1. Buka konten
  2. Buka menu utama
  3. Buka situs DW lainnya

Libanon di Jalan Buntu

9 Juli 2007

Kekerasan di Libanon terus berlanjut: serangan bom di berbagai lokasi, pembunuhan terhadap anggota parlemen Walid Eido, tewasnya enam anggota pasukan UNIFIL.

https://p.dw.com/p/CIrk
Foto: AP

Pembangunan kembali di Beirut berlangsung sejak berbulan-bulan. Suara truk pengangkut timbunan batu dan rongsokan menjadi bagian dari keseharian ibukote Lebanon itu. Meski perkembangan ini bagaikan pertanda optimisme, warga Lebanon masih dirundung awan kelabu. Pemilik butik pakaian, Naida Meyassi menggambarkan ketakutannya,

„Sebenarnya situasi sekarang sangat mengerikan. Kami takut, sedih dan khawatir, bagaimana nasib anak-anak kami nanti? Berapa lama lagi situasi ini akan berlangsung? Apa akan terus begini atau akan berakhir?"

Harapan akan terciptanya situasi damai di negara berlambang pohon kehidupan itu masih menghadapi berbagai tantangan berat. Lebanon berada dalam krisis.

Beberapa anggota kabinet dari kubu Shiah mengundurkan diri dari kabinet yang dipimpin Perdana Menteri Fuad Siniora. Tujuannya mendesak agar dibentuk pemerintahan koalisi baru. Namun akibatnya, mayoritas pengikut Shiah di negara itu tidak terwakili dalam pemerintahan.

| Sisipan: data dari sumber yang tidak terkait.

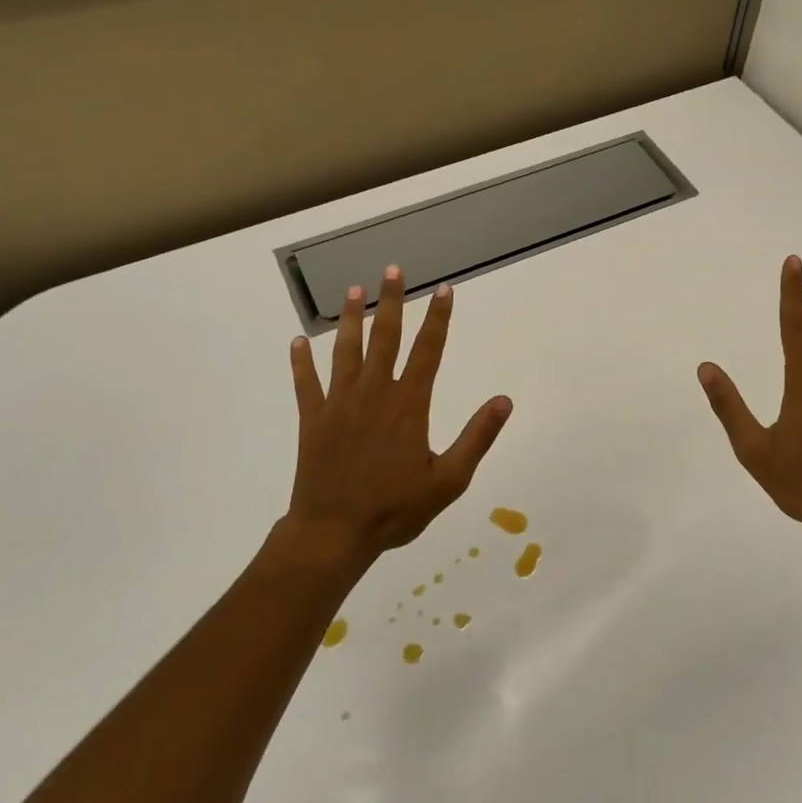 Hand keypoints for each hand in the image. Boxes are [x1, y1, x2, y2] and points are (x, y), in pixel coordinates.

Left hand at [282, 267, 512, 567]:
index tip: (444, 289)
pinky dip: (301, 362)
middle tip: (393, 270)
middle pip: (385, 338)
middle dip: (392, 301)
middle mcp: (374, 394)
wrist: (334, 533)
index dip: (438, 318)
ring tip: (353, 289)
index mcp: (409, 405)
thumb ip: (477, 437)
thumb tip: (504, 400)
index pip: (428, 351)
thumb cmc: (396, 508)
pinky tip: (297, 342)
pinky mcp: (312, 419)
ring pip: (346, 351)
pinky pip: (305, 383)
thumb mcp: (449, 480)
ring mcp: (339, 404)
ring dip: (350, 318) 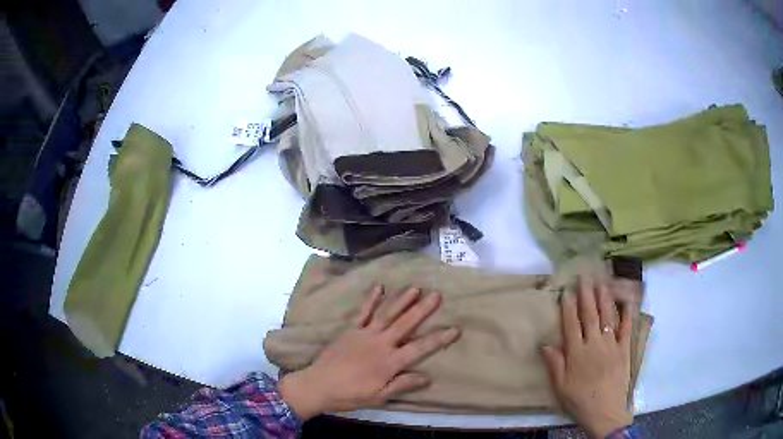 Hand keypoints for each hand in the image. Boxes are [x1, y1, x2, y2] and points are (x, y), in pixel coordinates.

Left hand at [279, 286, 459, 419]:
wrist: (318, 385)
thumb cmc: (350, 395)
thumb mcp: (379, 397)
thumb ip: (402, 385)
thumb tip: (427, 377)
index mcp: (389, 362)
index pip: (420, 348)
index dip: (439, 339)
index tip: (454, 329)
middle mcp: (380, 344)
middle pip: (405, 324)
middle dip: (422, 309)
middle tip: (436, 295)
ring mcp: (364, 334)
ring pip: (387, 314)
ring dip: (401, 300)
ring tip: (415, 288)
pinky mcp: (350, 330)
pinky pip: (362, 312)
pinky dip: (371, 299)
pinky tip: (379, 287)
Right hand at [541, 278, 633, 437]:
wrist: (605, 411)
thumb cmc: (579, 400)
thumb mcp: (560, 387)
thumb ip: (555, 364)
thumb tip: (545, 344)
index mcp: (577, 353)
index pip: (571, 325)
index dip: (568, 307)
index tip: (567, 291)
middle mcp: (594, 343)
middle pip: (590, 315)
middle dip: (586, 295)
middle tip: (585, 276)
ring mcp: (611, 345)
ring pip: (607, 317)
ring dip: (604, 298)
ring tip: (602, 282)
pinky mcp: (624, 349)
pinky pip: (626, 329)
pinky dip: (627, 314)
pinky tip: (627, 301) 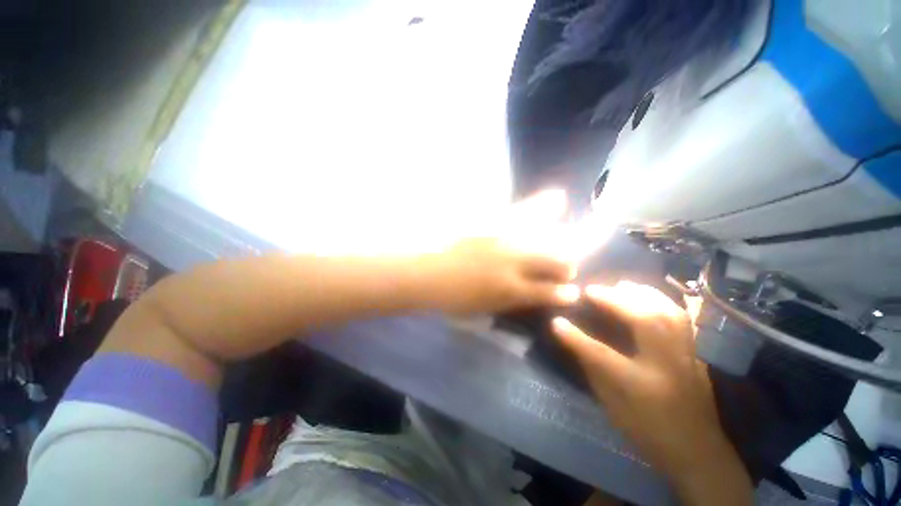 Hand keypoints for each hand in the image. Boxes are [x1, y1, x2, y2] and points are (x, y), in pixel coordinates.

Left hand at [422, 190, 579, 313]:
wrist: (423, 268)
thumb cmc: (448, 294)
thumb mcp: (479, 306)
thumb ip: (505, 300)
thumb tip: (525, 292)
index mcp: (511, 289)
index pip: (548, 293)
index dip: (563, 294)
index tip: (570, 292)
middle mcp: (516, 263)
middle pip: (557, 262)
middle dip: (566, 266)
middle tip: (566, 267)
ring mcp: (507, 238)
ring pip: (550, 236)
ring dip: (561, 242)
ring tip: (561, 241)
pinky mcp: (495, 218)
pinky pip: (528, 208)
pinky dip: (547, 203)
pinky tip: (558, 199)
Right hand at [552, 282, 751, 504]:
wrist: (699, 453)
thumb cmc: (649, 434)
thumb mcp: (614, 409)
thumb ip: (595, 371)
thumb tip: (575, 342)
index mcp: (643, 387)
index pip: (602, 356)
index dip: (575, 337)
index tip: (556, 321)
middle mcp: (668, 367)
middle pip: (644, 321)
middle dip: (615, 299)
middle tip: (593, 289)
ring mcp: (687, 358)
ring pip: (668, 313)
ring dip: (641, 293)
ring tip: (620, 285)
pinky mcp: (696, 353)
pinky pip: (680, 318)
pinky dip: (661, 301)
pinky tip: (647, 296)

Menurut pakar politik, Sami Baroudi di Beirut, terjadi perpecahan hebat dalam masyarakat Lebanon. Perang di tahun 2006 merupakan pertanda hal ini. Menurut Sami Baroudi,

“Perang ini telah menyapu bersih semua ikatan yang tersisa diantara berbagai kelompok di Lebanon. Perang itu bagaikan serangan hebat terhadap sistim yang sebelumnya memang lemah. Sampai kini Lebanon belum berhasil pulih dari dampaknya”

Kepercayaan sudah punah antara kubu anti-Suriah yang dekat dengan Perdana Menteri Fuad Siniora dan kubu pro-Shiah, seperti kaum Hisbollah maupun pendukung lainnya seperti Jenderal Michel Aoun yang beragama Kristen. Bahkan kedua pihak tak bersedia untuk berkomunikasi secara langsung satu sama lain.

Baik kubu pemerintahan maupun kubu Shiah berpendapat, perseteruan ini menentukan keberadaannya. Demikian menurut seorang diplomat. Di satu pihak, kubu pemerintahan Siniora khawatir bahwa kaum Hisbollah akan membuka pintu bagi Suriah, yang pasukannya sempat bercokol selama 30 tahun ketika keluar dari Lebanon pada Mai 2005.

Pasukan Suriah akhirnya ditarik dari Lebanon setelah adanya desakan internasional ketika Rafik Hariri, yang ketika itu menjabat Perdana Menteri diasasinasi.

Walid Jumblatt, politisi dari kubu pemerintahan menilai, kini hanya mujijat yang dapat menyelamatkan Lebanon, karena kedua kubu itu bukan hanya bertentangan secara ideologis, melainkan juga dari segi praktek maupun politik. Menurut dia, kubu Shiah yang beroposisi tidak melihat Lebanon sebagai negara yang independen.

Lebanon menghadapi jalan buntu. Secara politis, kedua pihak sama kuat. Tak ada yang mau menglah. Musim gugur mendatang, Presiden Lebanon yang baru akan dipilih secara konsensus. Bila ini gagal, kemungkinan besar Lebanon akan terpuruk dalam situasi kaos.